**ACTIVITY**
Repeat the whole listing. Keep it exact.

**DATA FOR PROCESSING**
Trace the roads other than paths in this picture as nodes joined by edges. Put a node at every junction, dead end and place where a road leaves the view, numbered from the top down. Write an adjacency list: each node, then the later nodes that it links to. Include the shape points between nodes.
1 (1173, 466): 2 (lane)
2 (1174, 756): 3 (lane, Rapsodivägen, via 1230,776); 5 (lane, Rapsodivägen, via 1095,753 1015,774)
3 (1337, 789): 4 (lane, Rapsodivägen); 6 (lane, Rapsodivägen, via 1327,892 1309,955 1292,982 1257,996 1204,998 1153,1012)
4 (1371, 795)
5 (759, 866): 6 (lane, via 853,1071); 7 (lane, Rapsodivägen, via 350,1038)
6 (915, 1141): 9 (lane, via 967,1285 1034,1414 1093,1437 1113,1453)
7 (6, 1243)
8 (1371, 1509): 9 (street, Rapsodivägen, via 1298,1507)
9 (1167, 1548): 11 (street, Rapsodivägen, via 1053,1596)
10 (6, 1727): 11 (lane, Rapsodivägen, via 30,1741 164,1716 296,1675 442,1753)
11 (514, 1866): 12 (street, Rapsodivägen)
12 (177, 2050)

**RESULT**
Trace the roads other than paths in this picture as nodes joined by edges. Put a node at every junction, dead end and place where a road leaves the view, numbered from the top down. Write an adjacency list: each node, then the later nodes that it links to. Include the shape points between nodes.
1 (1173, 466): 2 (lane)
2 (1174, 756): 3 (lane, Rapsodivägen, via 1230,776); 5 (lane, Rapsodivägen, via 1095,753 1015,774)
3 (1337, 789): 4 (lane, Rapsodivägen); 6 (lane, Rapsodivägen, via 1327,892 1309,955 1292,982 1257,996 1204,998 1153,1012)
4 (1371, 795)
5 (759, 866): 6 (lane, via 853,1071); 7 (lane, Rapsodivägen, via 350,1038)
6 (915, 1141): 9 (lane, via 967,1285 1034,1414 1093,1437 1113,1453)
7 (6, 1243)
8 (1371, 1509): 9 (street, Rapsodivägen, via 1298,1507)
9 (1167, 1548): 11 (street, Rapsodivägen, via 1053,1596)
10 (6, 1727): 11 (lane, Rapsodivägen, via 30,1741 164,1716 296,1675 442,1753)
11 (514, 1866): 12 (street, Rapsodivägen)
12 (177, 2050)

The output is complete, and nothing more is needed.